Peggy admired each work of art she was given, and held the artist in high regard. Err, she would anyway, if she knew who they were. The lovely portraits were never signed.

The brunette racked her brain again and again but never came up with a concrete suspect. The mystery frustrated her even more than one would think. She knew anything about everything that went on in the school, and yet she didn't know who kept visiting her own locker.

The only person she knew to be an avid artist was Violette, but she couldn't possibly be the one leaving the drawings, could she? Every single drawing had been of Peggy and accurate down to the last detail. Why would the shy girl have such an interest in her? Violette wasn't into girls, as far as Peggy knew. And even if she were, Peggy was Violette's polar opposite. She and Violette may as well be the sun and the moon.

It had to be someone else.

An idea that wasn't exactly brilliant illuminated the metaphorical lightbulb above her head. Peggy opened her locker again and scrawled a short, sweet and to the point message on a sticky note: 'Thanks for all the drawings. I'm flattered! But who are you?'

She stuck the note to the inside of her locker door and closed it again, heading down to her next class.

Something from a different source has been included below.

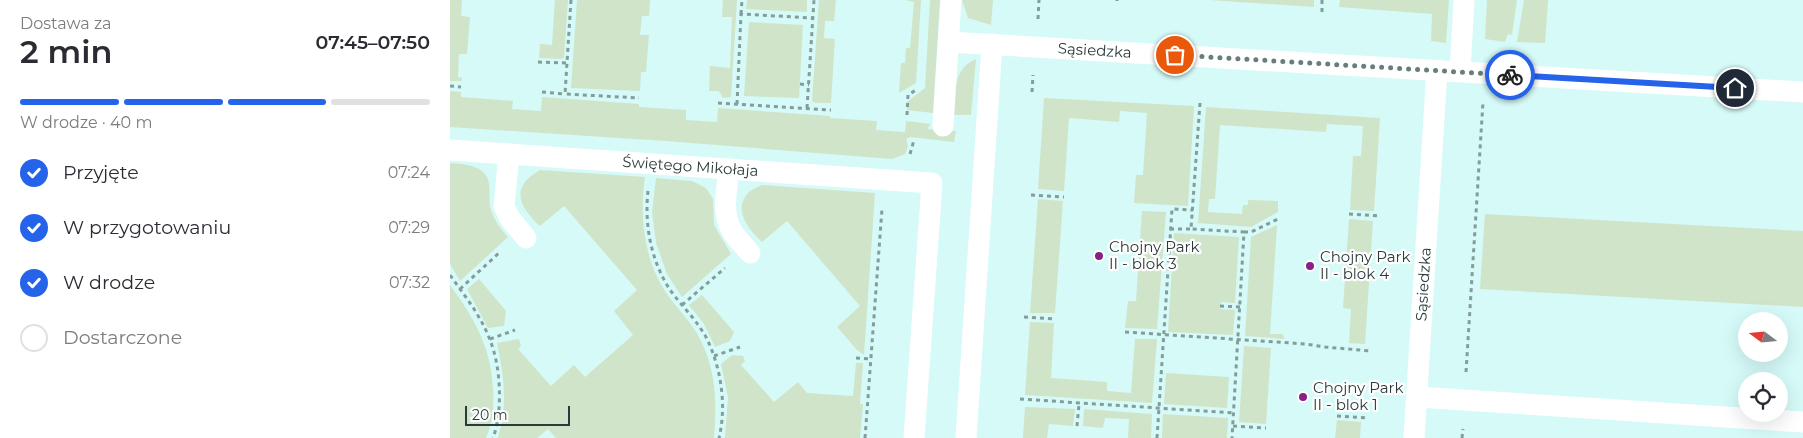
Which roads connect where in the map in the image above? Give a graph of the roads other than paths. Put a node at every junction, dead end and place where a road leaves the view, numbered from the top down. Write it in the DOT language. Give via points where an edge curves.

The following Monday, Peggy's note was posted to the drawing she received. In the picture her hand was raised and a single finger was pressed against her pursed lips, her royal blue eyes looking to the side and at something not shown on the paper. A secret.

Frustrated, but not deterred, she posted another note to the inside of the door: 'Why a secret?'

There was no reply the next day. Or the day after that. The journalist was disappointed, of course, but also felt rejected in some way. Perhaps she shouldn't have prodded her secret admirer? But thankfully on Thursday, there was a reply. Her note was stuck to another picture.

Carefully unfolding the paper with delight vibrating in her fingertips, Peggy breathed a mental sigh of relief and surveyed the penciled scene. Her smaller self walked happily down the sidewalk, blissfully unaware of the one who reached for her. The other person was not actually shown, but a slender arm extended from the part of the page that did not exist and an outstretched hand reached for Peggy's. The hand wore a fingerless ash gray glove that Peggy instantly recognized. Concealing her surprise under a pleasant smile, the brunette began to search the halls.

She found Violette walking to class on the second floor and wordlessly took her hand. She looked up to Peggy with wary bewilderment, cheeks as pink as carnations. Peggy smiled at her in an encouraging, and only the mildest bit uncertain, kind of way.

She'd never been opposed to trying new things.